Catch a Classic: Warner Bros. 100th Anniversary: Great Directors at Warner Bros.

Malcolm McDowell, in scene from A CLOCKWORK ORANGE, 1971, 2021.
© Turner Classic Movies /Courtesy Everett Collection

TCM, beginning at 8pm

Turner Classic Movies’ monthlong celebration of Warner Bros.’ centennial continues with another Thursday evening of titles from legendary directors who helmed films for Warner. The movies from the three filmmakers highlighted tonight are relatively modern compared to ones highlighted in previous weeks. Up first are two productions from Martin Scorsese: Alice Doesn’t Live Here Anymore (1974), starring Best Actress Oscar winner Ellen Burstyn, and Mean Streets (1973), the first of many memorable collaborations between Scorsese and star Robert De Niro. Next are two classics from director Stanley Kubrick, beginning with the TCM premiere of his 1987 Vietnam War drama Full Metal Jacket, which earned the filmmaker a shared Oscar nomination for the adapted screenplay he wrote with Michael Herr and Gustav Hasford, based on Hasford’s novel The Short-Timers.
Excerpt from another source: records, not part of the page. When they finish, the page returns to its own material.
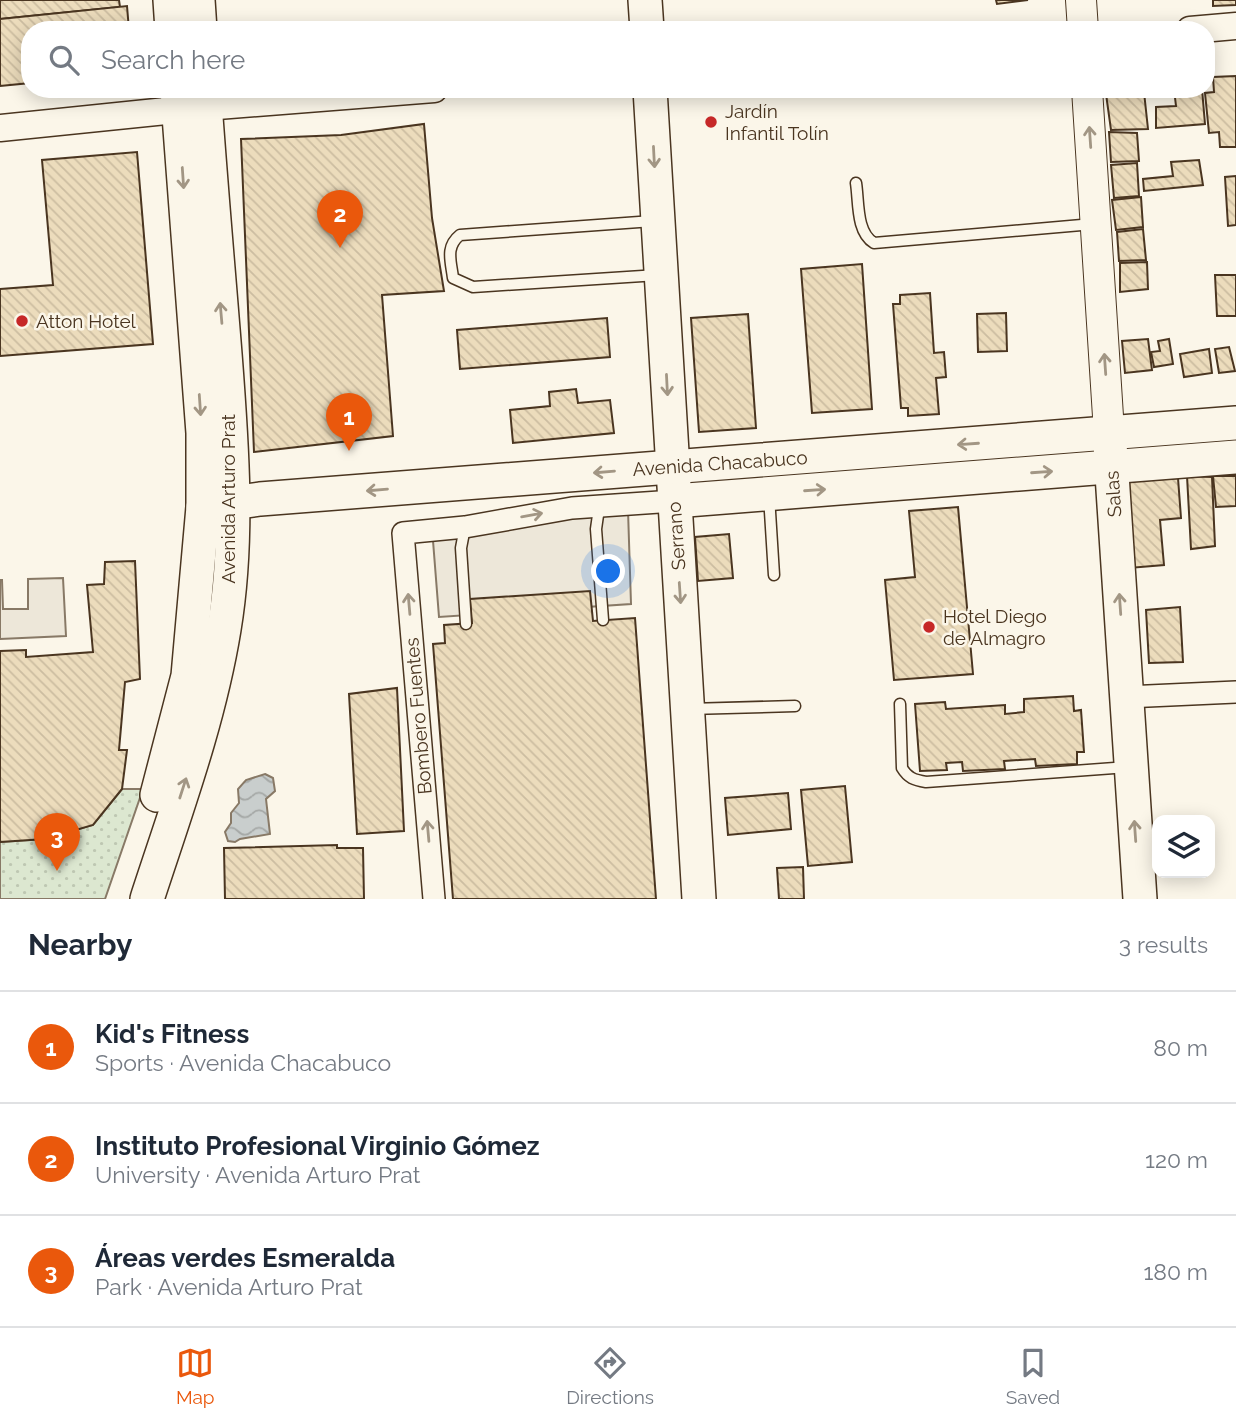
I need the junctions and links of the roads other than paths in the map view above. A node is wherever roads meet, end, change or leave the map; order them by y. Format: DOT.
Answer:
graph roads {
  1 [pos="170,0"];
  2 [pos="198,0"];
  3 [pos="645,0"];
  4 [pos="1081,0"];
  5 [pos="171,21"];
  6 [pos="199,21"];
  7 [pos="646,21"];
  8 [pos="1082,21"];
  9 [pos="1236,26"];
  10 [pos="1215,28"];
  11 [pos="215,98"];
  12 [pos="651,98"];
  13 [pos="1088,98"];
  14 [pos="191,99"];
  15 [pos="0,128"];
  16 [pos="856,183"];
  17 [pos="658,220"];
  18 [pos="1096,224"];
  19 [pos="661,275"];
  20 [pos="1236,423"];
  21 [pos="1109,432"];
  22 [pos="1236,457"];
  23 [pos="1111,466"];
  24 [pos="672,467"];
  25 [pos="769,493"];
  26 [pos="674,501"];
  27 [pos="218,505"];
  28 [pos="603,506"];
  29 [pos="465,527"];
  30 [pos="403,533"];
  31 [pos="774,575"];
  32 [pos="603,620"];
  33 [pos="466,624"];
  34 [pos="1236,692"];
  35 [pos="1126,697"];
  36 [pos="900,704"];
  37 [pos="795,706"];
  38 [pos="687,709"];
  39 [pos="1131,767"];
  40 [pos="126,899"];
  41 [pos="147,899"];
  42 [pos="434,899"];
  43 [pos="699,899"];
  44 [pos="1140,899"];
  1 -- 5 [label="main road"];
  2 -- 6 [label="main road"];
  3 -- 7 [label="main road"];
  4 -- 8 [label="main road"];
  9 -- 10 [label="street"];
  11 -- 14 [label="street"];
  12 -- 17 [label="main road, Serrano, one-way"];
  18 -- 13 [label="main road, Salas, one-way"];
  14 -- 15 [label="street"];
  14 -- 27 [label="main road, Avenida Arturo Prat"];
  16 -- 18 [label="lane"];
  17 -- 19 [label="main road, Serrano"];
  17 -- 19 [label="lane"];
  21 -- 18 [label="main road, Salas, one-way"];
  19 -- 24 [label="main road, Serrano, one-way"];
  20 -- 21 [label="main road, Avenida Chacabuco"];
  21 -- 23 [label="main road, Salas"];
  21 -- 24 [label="main road, Avenida Chacabuco, one-way"];
  22 -- 23 [label="main road, Avenida Chacabuco"];
  25 -- 23 [label="main road, Avenida Chacabuco, one-way"];
  35 -- 23 [label="main road, Salas, one-way"];
  24 -- 26 [label="main road, Serrano"];
  24 -- 27 [label="main road, Avenida Chacabuco, one-way"];
  25 -- 26 [label="main road, Avenida Chacabuco"];
  25 -- 31 [label="lane"];
  26 -- 28 [label="street, Avenida Chacabuco"];
  26 -- 38 [label="main road, Serrano, one-way"];
  27 -- 40 [label="main road, Avenida Arturo Prat"];
  41 -- 27 [label="main road, Avenida Arturo Prat, one-way"];
  29 -- 28 [label="street, Avenida Chacabuco, one-way"];
  28 -- 32 [label="lane"];
  29 -- 30 [label="street, Avenida Chacabuco"];
  29 -- 33 [label="lane"];
  42 -- 30 [label="street, Bombero Fuentes, one-way"];
  34 -- 35 [label="street"];
  35 -- 39 [label="main road, Salas"];
  36 -- 39 [label="lane"];
  37 -- 38 [label="lane"];
  38 -- 43 [label="main road, Serrano"];
  44 -- 39 [label="main road, Salas, one-way"];
}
The second Kubrick feature is the Best Picture-nominated A Clockwork Orange (1971), which also earned him nominations for his direction and his screenplay adaptation of Anthony Burgess’ novel. The evening concludes with two films from director Francis Ford Coppola’s pre-Godfather years: The Rain People (1969), a drama starring Shirley Knight, James Caan and Robert Duvall that Coppola also wrote, and Finian’s Rainbow (1968), a musical fantasy led by Fred Astaire and Petula Clark.